Brian Imanuel, conhecido profissionalmente como Rich Brian, é um rapper indonésio de apenas 18 anos. Lançado em fevereiro de 2016, ele é mais conhecido pelo viral “Dat $tick”. Inicialmente, Imanuel era chamado de Rich Chigga e postava vídeos no aplicativo Vine. Ele cresceu na Indonésia e aprendeu inglês através de vídeos de rappers como Macklemore, Drake e 2 Chainz. Lançado sob o apelido de Rich Chigga, o vídeo de “Dat $tick” apresentava Imanuel despejando garrafas de bebida alcoólica e usando a palavra “nigga” de forma confortável. Foi a partir daí que derivou o seu antigo nome artístico, uma mistura de chinês com ofensa racial. Afinal, Brian Imanuel não é negro e estava tentando abraçar a cultura do hip-hop zombando dela, fazendo rap sobre matar policias e pronunciando a palavra “nigga” indevidamente. Felizmente, ele decidiu abandonar o controverso apelido de Rich Chigga, em favor de se chamar Rich Brian. “Eu era ingênuo e cometi um erro”, ele disse no Twitter pedindo desculpas pela imaturidade. Ele era um rapper que fazia comédia, mas aprendeu a produzir sua própria música e passou a levar o hip-hop a sério no seu primeiro álbum de estúdio. “Amen” possui quatorze faixas, incluindo os singles “Glow Like Dat”, “Attention” e “See Me”. Rich Brian produziu o álbum praticamente sozinho e, consequentemente, conseguiu criar uma coleção coesa.

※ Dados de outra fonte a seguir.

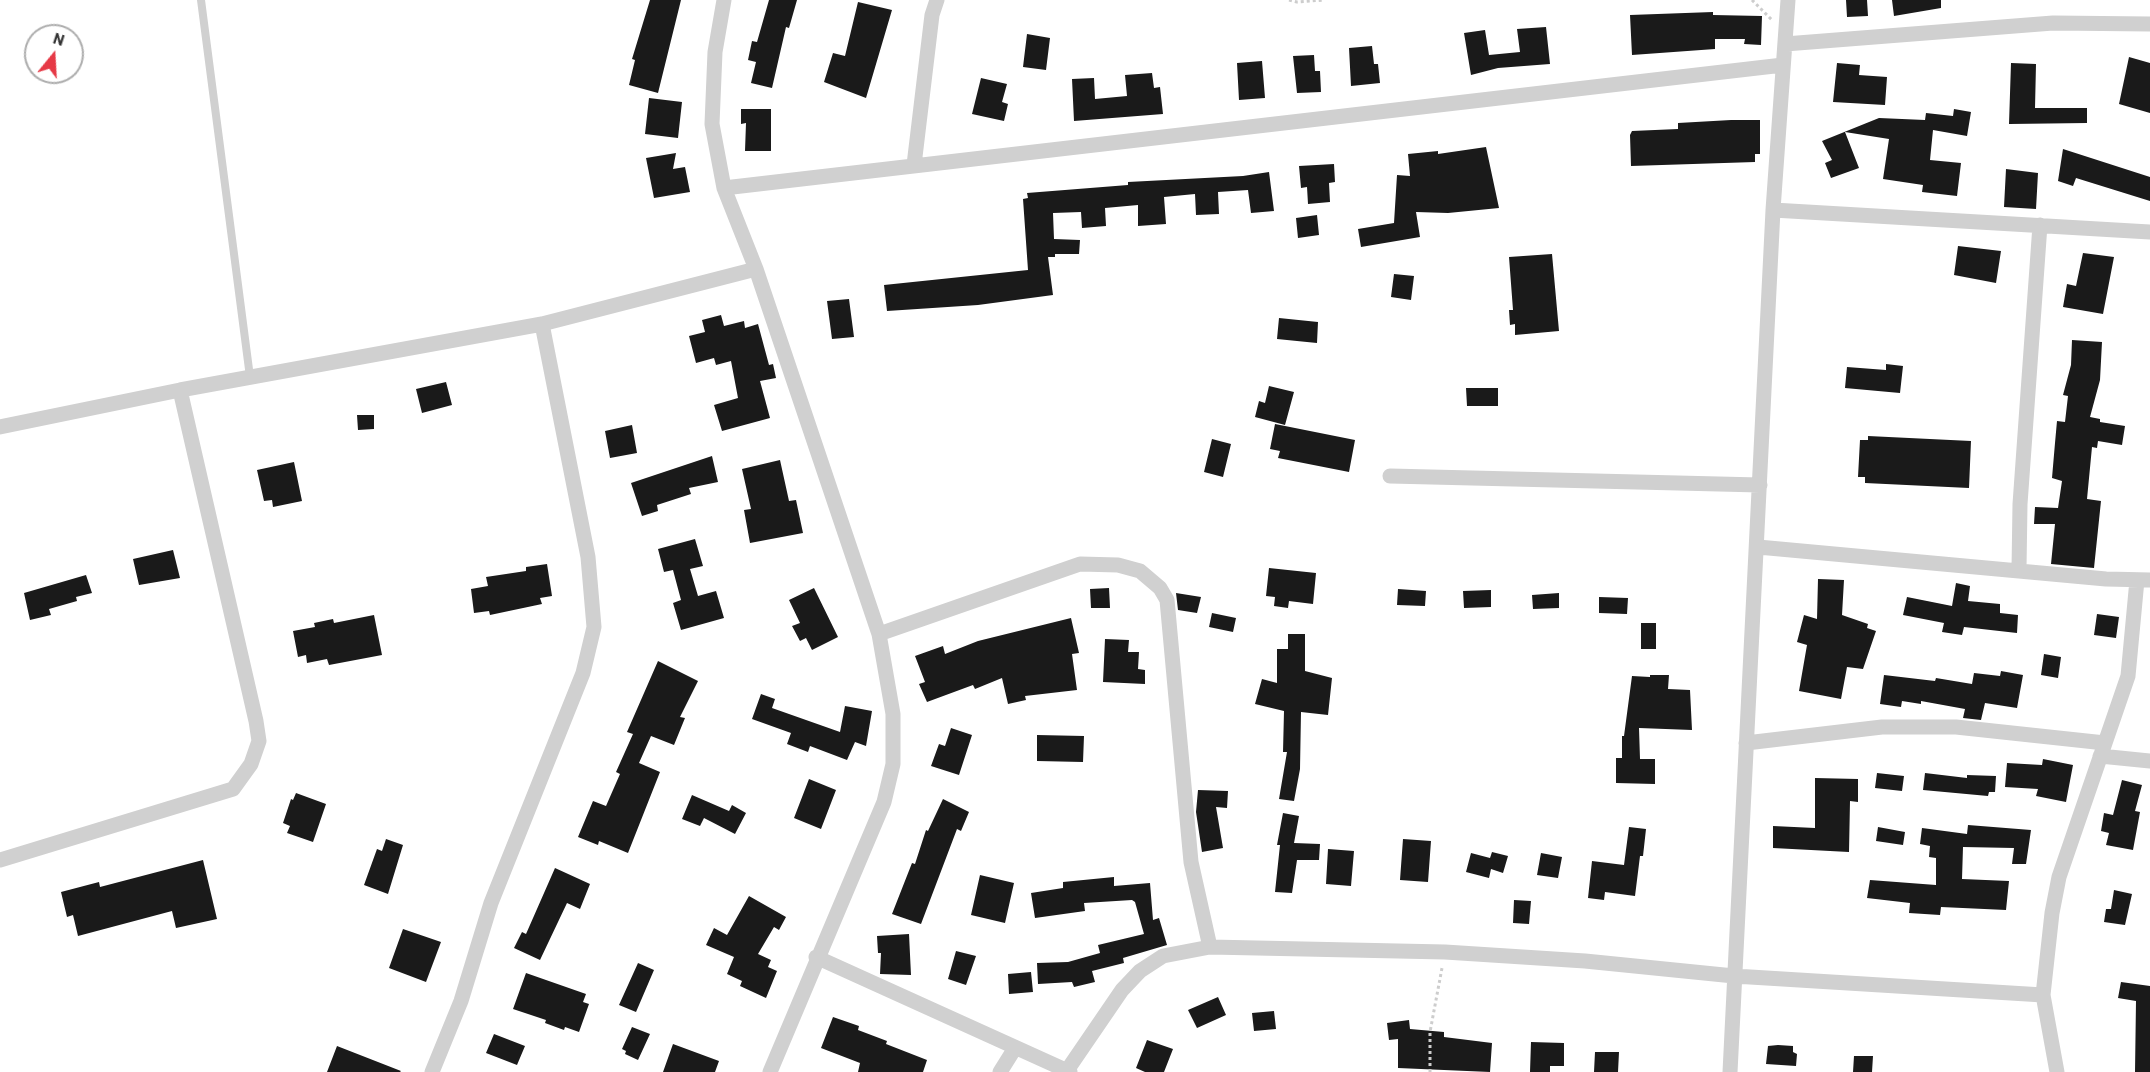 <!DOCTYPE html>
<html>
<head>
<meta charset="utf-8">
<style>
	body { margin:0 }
	#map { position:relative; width:2150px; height:1072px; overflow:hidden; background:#fff; font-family:Barlow,sans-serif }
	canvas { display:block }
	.north { position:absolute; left:24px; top:24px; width:60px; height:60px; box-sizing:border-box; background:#fff; border:2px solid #adadad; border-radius:50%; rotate:18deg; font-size:16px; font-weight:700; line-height:24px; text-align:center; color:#333 }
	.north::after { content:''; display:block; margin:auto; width:21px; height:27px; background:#e63946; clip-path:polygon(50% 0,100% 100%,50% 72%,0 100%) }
</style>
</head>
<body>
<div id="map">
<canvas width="2150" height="1072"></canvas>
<div class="north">N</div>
</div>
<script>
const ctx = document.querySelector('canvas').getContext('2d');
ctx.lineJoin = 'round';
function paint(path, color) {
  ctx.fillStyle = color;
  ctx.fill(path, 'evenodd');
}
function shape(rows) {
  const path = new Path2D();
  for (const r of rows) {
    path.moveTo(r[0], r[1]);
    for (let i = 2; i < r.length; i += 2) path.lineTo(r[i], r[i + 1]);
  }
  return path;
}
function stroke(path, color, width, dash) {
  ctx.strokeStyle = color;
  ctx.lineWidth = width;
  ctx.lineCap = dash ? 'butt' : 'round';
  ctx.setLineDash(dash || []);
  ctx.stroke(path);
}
const building = shape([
	[650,0,681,0,658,93,629,85,635,60,632,59],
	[769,0,797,0,789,28,786,27,772,88,751,83,756,62,748,60,752,41,757,42],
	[1846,0,1867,0,1868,16,1847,17],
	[1892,0,1941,0,1941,8,1894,16],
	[858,2,892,10,866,98,824,82,833,53,845,56],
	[1713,12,1713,15,1762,16,1761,45,1744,44,1745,39,1715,39,1715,49,1632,55,1630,15],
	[1546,27,1550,64,1498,68,1471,75,1464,33,1485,30,1489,55,1520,52,1517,29],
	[1027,34,1050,38,1046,70,1023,67],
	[1372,46,1374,64,1378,64,1380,83,1351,86,1349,48],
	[1314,55,1315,71,1320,71,1321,92,1297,93,1293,56],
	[2129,57,2150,63,2150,113,2119,104],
	[1262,61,1265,98,1239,100,1237,63],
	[1837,63,1860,65,1859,75,1887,77,1885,105,1833,102],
	[2011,63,2036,64,2035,108,2087,108,2087,123,2009,124],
	[1152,73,1154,88,1160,87,1163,114,1074,121,1072,79,1094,78,1095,99,1127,96,1125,75],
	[981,78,1007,84,1002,102,1008,104,1004,121,972,114],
	[649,98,682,102,678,138,645,134],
	[741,109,771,109,771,151,745,151,746,123,741,124],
	[1954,109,1971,112,1967,136,1933,130,1930,160,1961,163,1957,196,1922,192,1923,185,1883,179,1889,139,1845,132,1859,168,1831,178,1825,163,1832,160,1822,141,1879,118,1925,120,1926,113,1953,116],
	[1731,120,1760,120,1760,154,1755,154,1755,162,1631,166,1630,135,1632,131,1678,129,1678,123],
	[1486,147,1499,208,1448,213,1416,212,1420,237,1361,247,1358,229,1394,223,1397,175,1410,176,1408,154,1438,151,1438,154],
	[2063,149,2150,177,2150,201,2076,178,2073,186,2058,181],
	[676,153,673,169,685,167,690,192,654,198,646,158],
	[1334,164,1335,182,1329,183,1330,202,1308,204,1307,187,1301,188,1299,166],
	[2006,169,2038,173,2036,209,2004,207],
	[1269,172,1274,211,1251,213,1248,190,1218,192,1219,214,1196,215,1195,194,1164,197,1166,224,1138,226,1138,205,1105,208,1106,226,1082,228,1081,212,1053,213,1054,239,1080,240,1079,254,1055,254,1055,257,1048,257,1053,295,978,305,887,311,884,285,1028,270,1023,199,1028,198,1027,193,1128,185,1128,182,1243,176],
	[1317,215,1319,235,1298,238,1296,218],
	[1958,246,2001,251,1996,283,1954,275],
	[2083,253,2114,257,2103,314,2063,307,2067,284,2076,286],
	[1552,254,1559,331,1515,335,1515,324,1510,325,1509,310,1513,310,1509,257],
	[1394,274,1414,276,1411,300,1391,297],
	[849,299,854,337,832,339,827,301],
	[721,315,724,326,744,321,745,328,758,324,769,365,773,364,776,378,760,381,770,418,722,431,714,405,738,398,731,361,716,365,714,358,696,363,689,336,705,332,702,320],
	[1279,318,1318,322,1317,343,1277,339],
	[2072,340,2102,342,2100,380,2090,417,2100,419,2100,422,2125,426,2122,445,2098,441,2097,448,2092,447,2087,499,2101,501,2094,568,2051,564,2055,524,2034,524,2035,507,2058,508,2062,481,2052,478,2055,443,2057,421,2065,422,2068,396,2063,395,2071,365],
	[1886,364,1903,366,1900,393,1845,388,1847,367,1886,370],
	[446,382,452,405,422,413,416,389],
	[1269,386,1294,392,1285,425,1255,417,1259,401,1265,403],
	[1466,388,1498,388,1498,406,1467,406],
	[357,415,374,415,374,429,358,430],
	[1275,424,1355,440,1349,472,1278,458,1280,451,1270,449],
	[632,425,637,453,610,458,605,431],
	[1868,436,1971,441,1969,488,1865,483,1865,477,1858,477,1860,440,1868,440],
	[1212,439,1231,444,1223,477,1204,472],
	[712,456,718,482,689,488,691,494,657,505,658,511,642,516,631,483],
	[780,460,789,501,796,500,803,533,750,543,744,510,751,509,742,469],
	[294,462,302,501,273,507,272,500,264,501,257,470],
	[695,539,703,566,690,569,698,596,716,591,724,618,681,630,673,603,681,600,673,570,664,572,658,549],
	[173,550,180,578,139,585,133,559],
	[547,564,552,596,540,598,542,604,490,615,489,611,474,613,471,589,488,586,486,577,526,571,526,567],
	[1269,568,1316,573,1313,604,1289,601,1288,608,1274,606,1275,597,1266,596],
	[86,575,92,593,76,597,77,601,49,609,51,615,30,620,24,593],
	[1818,579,1844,580,1842,615,1868,624,1867,628,1876,631,1863,669,1847,667,1841,699,1799,691,1807,645,1797,642,1804,615,1817,619],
	[1956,583,1970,586,1968,601,2000,604,2000,613,2018,615,2017,633,1964,627,1962,635,1942,632,1944,623,1903,615,1907,597,1952,606],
	[814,588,838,637,812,650,806,638,800,641,792,626,800,623,789,600],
	[1109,588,1110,608,1091,608,1090,589],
	[1398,589,1426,591,1425,606,1397,605],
	[1491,590,1491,607,1464,608,1463,591],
	[1176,593,1201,597,1197,613,1178,610],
	[1559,593,1559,608,1533,609,1532,595],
	[1599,597,1628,598,1627,614,1599,613],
	[1212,613,1236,618,1233,632,1209,627],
	[2097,614,2119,617,2116,638,2094,635],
	[374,615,382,655,329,665,327,659,307,663,306,655,298,657,293,631,315,627,314,623,333,619,334,623],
	[1071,618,1079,653,1072,654,1077,690,1025,696,1026,700,1008,704,1002,678,975,689,973,685,927,702,919,684,925,682,915,656,943,646,945,654,978,641],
	[1641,623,1656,623,1656,649,1641,649],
	[1288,634,1305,634,1305,671,1332,678,1328,715,1301,712,1300,769,1294,801,1279,799,1287,752,1283,752,1284,711,1255,704,1262,679,1277,683,1277,649,1288,649],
	[1105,639,1129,640,1128,652,1139,652,1138,669,1145,670,1145,684,1103,682],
	[2044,654,2061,657,2058,678,2041,675],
	[658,661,698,681,680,717,685,718,674,745,651,736,639,763,660,772,628,853,599,841,598,845,578,837,593,801,606,806,620,774,616,772,633,734,627,732],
	[2001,671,2023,675,2017,708,1985,703,1981,720,1963,718,1965,709,1921,701,1921,704,1902,701,1901,707,1880,704,1884,675,1935,681,1936,678,1972,684,1974,673,2000,676],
	[1650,675,1669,675,1668,689,1690,690,1692,730,1639,728,1640,759,1655,759,1655,784,1616,783,1616,758,1622,758,1622,736,1624,736,1632,676,1650,677],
	[761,694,775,699,772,708,840,732,845,706,872,711,866,746,855,742,847,760,810,746,808,752,787,744,791,733,752,719],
	[951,728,972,735,959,775,931,766,939,744,945,746],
	[1037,735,1084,736,1083,762,1037,761],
	[2043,759,2073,765,2066,802,2036,796,2038,789,2005,787,2007,763,2042,765],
	[1877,773,1904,776,1902,791,1875,788],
	[1925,773,1967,778,1967,775,1996,776,1995,792,1989,792,1988,796,1923,790],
	[1815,778,1858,779,1858,802,1850,801,1849,852,1773,848,1773,826,1815,828],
	[809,779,836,790,821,829,794,818],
	[2122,780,2142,785,2135,811,2140,812,2133,850,2106,845,2109,833,2101,831,2104,813,2113,815],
	[1198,790,1228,791,1227,808,1216,807,1223,848,1202,852,1196,812],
	[296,793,326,804,313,842,287,833,290,826,283,823,291,799,293,800],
	[692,795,729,811,732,805,746,813,735,834,704,818,700,826,682,819],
	[943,799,969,812,961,831,957,829,921,924,892,914,912,863,915,864,926,830,928,831],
	[1283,813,1299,816,1294,843,1320,844,1319,860,1297,860,1292,893,1275,892,1280,845,1277,845],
	[1968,825,2031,830,2026,864,2012,864,2014,848,1963,847,1962,879,2009,881,2006,910,1941,907,1940,915,1909,913,1910,903,1867,898,1870,880,1936,885,1936,858,1929,857,1930,846,1920,844,1922,828,1967,834],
	[1629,827,1646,829,1643,856,1640,856,1635,896,1605,892,1604,900,1588,898,1592,861,1624,865],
	[1878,827,1905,832,1903,845,1876,841],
	[386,839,403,845,388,894,364,885,377,849,382,851],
	[1403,839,1431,841,1428,882,1400,880],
	[1328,849,1354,851,1351,886,1326,884],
	[1492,852,1508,856,1503,873,1491,869,1489,878,1466,872,1471,853,1490,858],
	[1541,853,1562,857,1558,878,1537,875],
	[203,860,217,919,176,928,172,911,78,936,73,915,67,917,61,892,99,882,100,887],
	[555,868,590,884,580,909,567,903,540,960,514,948,522,932,526,934],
	[980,875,1014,883,1005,923,971,915],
	[1114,877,1114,886,1150,883,1153,920,1159,918,1167,945,1123,958,1124,963,1092,971,1095,982,1074,987,1072,982,1038,984,1037,963,1068,962,1100,953,1098,945,1144,934,1135,902,1132,900,1084,903,1085,911,1035,918,1031,893,1063,888,1063,882],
	[2114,890,2132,894,2125,925,2104,922,2106,909,2111,909],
	[749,896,786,917,779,930,774,927,758,954,771,960,768,967,777,971,766,998,740,986,742,981,727,974,734,957,706,945,714,928,727,935],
	[1514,900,1531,901,1529,924,1513,923],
	[403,929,441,942,426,982,389,968],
	[909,934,911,975,880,974,881,953,878,953,877,936],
	[956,951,976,956,966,985,948,979],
	[638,963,654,970,636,1012,619,1005],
	[1031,972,1033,992,1009,994,1008,974],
	[526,973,586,994,583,1002,589,1004,579,1032,565,1027,564,1030,545,1023,546,1020,513,1009],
	[2121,982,2150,986,2150,1072,2135,1072,2136,1001,2118,998],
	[1218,997,1226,1015,1197,1028,1188,1010],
	[1274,1011,1276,1029,1254,1031,1252,1013],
	[833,1017,859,1026,858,1030,887,1041,886,1044,927,1060,923,1072,858,1072,860,1063,821,1048],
	[1409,1020,1410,1029,1444,1032,1444,1037,1492,1043,1490,1072,1398,1068,1398,1039,1389,1040,1387,1023],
	[632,1027,650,1034,638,1060,625,1054,626,1051,622,1049],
	[494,1034,525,1046,517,1065,486,1053],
	[1147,1040,1173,1049,1164,1072,1145,1072,1136,1068],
	[1531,1042,1564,1043,1564,1066,1550,1066,1550,1072,1530,1072],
	[673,1044,719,1061,715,1072,663,1072],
	[1778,1045,1793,1046,1793,1052,1797,1054,1796,1066,1766,1064,1768,1046],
	[337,1046,401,1071,400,1072,327,1072],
	[1595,1052,1619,1052,1618,1072,1594,1072],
	[1854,1056,1873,1056,1872,1072,1853,1072]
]);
const path = shape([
	[1289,0,1297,2,1324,0],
	[1752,0,1772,20],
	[1430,1072,1430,1032,1442,968]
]);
const lane = shape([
	[201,0,250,377]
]);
const street = shape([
	[724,0,715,52,712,124,724,188,756,269,879,634,893,714,893,764,884,802,770,1072],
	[1785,44,2053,23,2150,24],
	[914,165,932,15,937,0],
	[724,188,1783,65],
	[1773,210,2150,232],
	[0,427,180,390,542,324,756,269],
	[1390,476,1760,485],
	[1758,547,2106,579,2150,580],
	[2019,569,2020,504,2040,225],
	[879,634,1080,564,1118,565,1140,571,1160,588,1167,600,1191,862,1210,947],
	[1746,743,1882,727,1956,727,2105,743],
	[2100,756,2150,761],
	[0,860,233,789,251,764,259,741,256,721,180,390],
	[816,957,1070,1072],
	[1068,1069,1122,990,1140,971,1163,956,1210,947,1445,952,1585,961,1734,976,2043,995],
	[432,1072,461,1001,491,903,583,673,594,627,588,557,542,324],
	[1000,1072,1015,1048],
	[1730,1072,1773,210,1788,0],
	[2057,1072,2043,995,2052,913,2059,877,2128,676,2137,580]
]);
paint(building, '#1a1a1a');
stroke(path, '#cdcdcd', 3, [3, 3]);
stroke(lane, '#d0d0d0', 8);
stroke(street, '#d0d0d0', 15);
</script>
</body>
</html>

Durante uma entrevista, ele afirmou que Tyler, the Creator foi uma das maiores inspirações do álbum. Como já mencionado, Brian surgiu na extinta plataforma Vine, por isso a comédia esteve presente em sua vida. Mas agora ele está tentando ser levado a sério como rapper. Uma das primeiras coisas perceptíveis é o som característico, encharcado por chimbais, trompetes, guitarra e piano elétrico. Mesmo sendo tão jovem e um garoto de classe média de Jacarta, podemos concluir que Rich Brian já chegou longe. Mais impressionante do que isso, é ele aprender inglês assistindo videoclipes no YouTube e poder rivalizar com rappers mais experientes. Além disso, seu sotaque aumenta o charme de sua voz, em vez de ser um obstáculo. Mas embora tenha amadurecido, o seu primeiro álbum contém muito problemas. Infelizmente, boa parte das faixas são muito similares para se destacarem. Outro problema vem do seu fluxo, pois não é flexível e peca drasticamente pela falta de variação. A breve primeira faixa é apresentada rapidamente com rimas ágeis e uma voz grave e profunda. A produção é orgânica e esquelética com a maior atenção voltada para o próprio Brian. “Cold” ostenta um pano de fundo mais pronunciado e exuberante, enquanto “Occupied” possui uma abordagem mais obstinada.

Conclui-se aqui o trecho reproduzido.